His new half-hour comedy Kidding is set to debut on Showtime next month, and it’s a role that’s allowing the legendary comic to draw on his past while doing something completely different.
Kidding is about Jeff, aka Mr. Pickles, an icon of children’s television and a beacon of kindness and wisdom to America’s impressionable young minds and the parents who grew up with him. But when this beloved personality’s family begins to implode, Jeff finds no fairytale, fable, or puppet will guide him through this crisis, which advances faster than his means to cope. The result: A kind man in a cruel world faces a slow leak of sanity as hilarious as it is heartbreaking.
The series is a kind of inverted Truman Show, which is exactly why Carrey wanted to bring it to life. “I think the idea of identity, the search for identity, who it is, what we are, has always been attractive to me,” he told the room of reporters at the 2018 Summer Television Critics Association press tour. “I think there is definitely something in this piece that calls to me as far as the idea of being hit by a freight train in life and trying to hang on to your true, former self. This came to me at a time when I’m well-schooled and experienced enough to do this part. I hope it culminates into something that really touches people.”
Throughout the first season, Jeff begins to push back against the limits of the well-oiled machine that is Mr. Pickles’ Puppet Time, and of his executive producer, Seb (Frank Langella). Seb fears Jeff’s mental state could ruin the branding empire they’ve built, and thus begins preparing the show for a life after Jeff, while Deirdre (Catherine Keener), the head puppet maker, grapples with her own personal and professional life issues. Judy Greer also stars as Jeff’s estranged wife.
Creator Dave Holstein describes Carrey’s character as someone “who didn’t want to break bad but wanted to stay good,” and he doesn’t curse and he doesn’t lie despite struggling with everything changing around him. The show within the show, Mr. Pickles’ Puppet Time, has been around for 30 years, as Jeff came up with it in college and his father decided to monetize it. That fatherly connection is something that was extremely important to Carrey in crafting who Jeff is, since it allowed him to touch on something deeply personal to him.
“I’m always drawing on my father especially playing a character like this,” he said. “I’d watch him performing and holding court in the living room, even before I knew what a joke was, and I saw the connection between my father and whoever was in the house and they left holding their bellies saying, ‘You missed your calling.’”
Kidding also reunites Carrey with Eternal Sunshine of the Spotless Mind genius Michel Gondry, who Carrey said is the “lynchpin” for why he joined the series. “I was incredibly interested in the material but getting to work with a teammate again, it was a thrill,” he said. “You learn to trust somebody and that has a lot to do with it. We have electricity between us.”
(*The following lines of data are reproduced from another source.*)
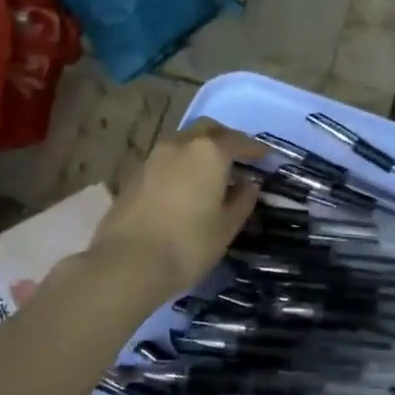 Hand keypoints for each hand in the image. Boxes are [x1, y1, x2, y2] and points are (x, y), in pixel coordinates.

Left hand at [87, 120, 263, 304]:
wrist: (127, 263)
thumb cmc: (188, 244)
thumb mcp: (226, 226)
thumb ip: (242, 200)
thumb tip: (249, 184)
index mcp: (209, 152)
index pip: (239, 141)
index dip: (256, 149)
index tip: (267, 157)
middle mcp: (181, 144)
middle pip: (209, 130)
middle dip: (226, 139)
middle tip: (238, 158)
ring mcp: (154, 156)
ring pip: (185, 141)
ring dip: (201, 149)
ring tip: (212, 172)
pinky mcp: (136, 173)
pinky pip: (167, 158)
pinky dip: (182, 163)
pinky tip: (186, 185) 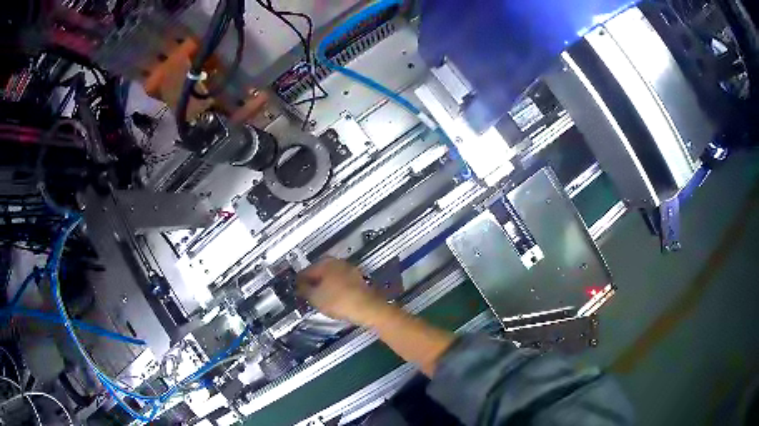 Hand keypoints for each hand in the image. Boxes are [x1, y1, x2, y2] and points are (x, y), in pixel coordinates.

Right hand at [296, 258, 386, 324]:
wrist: (367, 308)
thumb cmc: (340, 301)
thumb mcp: (314, 298)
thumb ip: (303, 290)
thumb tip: (299, 287)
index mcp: (325, 262)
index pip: (305, 271)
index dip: (299, 283)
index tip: (297, 291)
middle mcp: (337, 262)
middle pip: (319, 273)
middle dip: (313, 284)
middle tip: (308, 297)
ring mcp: (349, 270)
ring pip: (330, 278)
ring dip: (324, 287)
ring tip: (321, 301)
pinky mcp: (358, 280)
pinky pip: (341, 284)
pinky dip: (336, 291)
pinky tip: (334, 301) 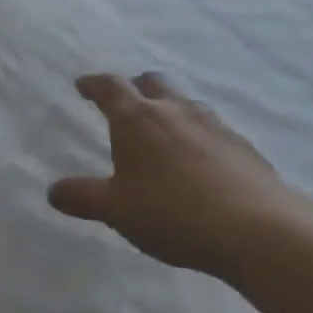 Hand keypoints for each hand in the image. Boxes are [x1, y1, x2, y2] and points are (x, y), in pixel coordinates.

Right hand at [47, 72, 306, 278]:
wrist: (259, 231)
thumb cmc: (172, 212)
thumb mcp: (116, 210)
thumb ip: (83, 197)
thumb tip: (53, 191)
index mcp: (136, 118)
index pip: (109, 87)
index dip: (93, 84)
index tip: (83, 85)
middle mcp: (174, 110)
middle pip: (152, 82)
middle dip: (135, 87)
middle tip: (126, 102)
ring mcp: (214, 125)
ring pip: (186, 103)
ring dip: (170, 108)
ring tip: (164, 131)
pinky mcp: (244, 147)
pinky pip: (213, 129)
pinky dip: (198, 135)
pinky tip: (200, 161) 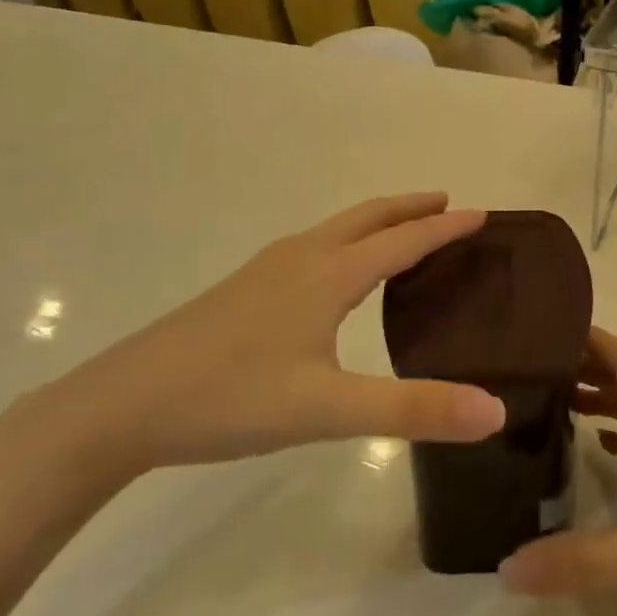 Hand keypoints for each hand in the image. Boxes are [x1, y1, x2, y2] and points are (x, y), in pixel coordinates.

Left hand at [29, 194, 504, 481]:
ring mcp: (265, 271)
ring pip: (335, 230)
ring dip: (376, 223)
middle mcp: (300, 259)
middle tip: (448, 204)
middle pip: (367, 218)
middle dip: (410, 208)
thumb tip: (495, 411)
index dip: (445, 227)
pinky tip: (334, 277)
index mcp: (328, 275)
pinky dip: (346, 243)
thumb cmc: (230, 399)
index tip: (483, 214)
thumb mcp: (328, 410)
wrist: (120, 406)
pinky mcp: (242, 291)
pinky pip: (312, 248)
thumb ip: (414, 410)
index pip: (403, 240)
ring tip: (402, 234)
As for that haircut he’s sporting in Kidding, that came about when Gondry saw the haircut Carrey was rocking in real life and decided to make it character-specific. “I wanted to make it hard as possible for anyone to find me attractive,” he joked, before getting serious. “I don’t feel crazy at all, I think it’s good. To me it’s a juvenile, a children’s hairdo. It’s an arrested development type situation.”
Kidding premieres on Sunday, September 9 at 10 p.m. on Showtime.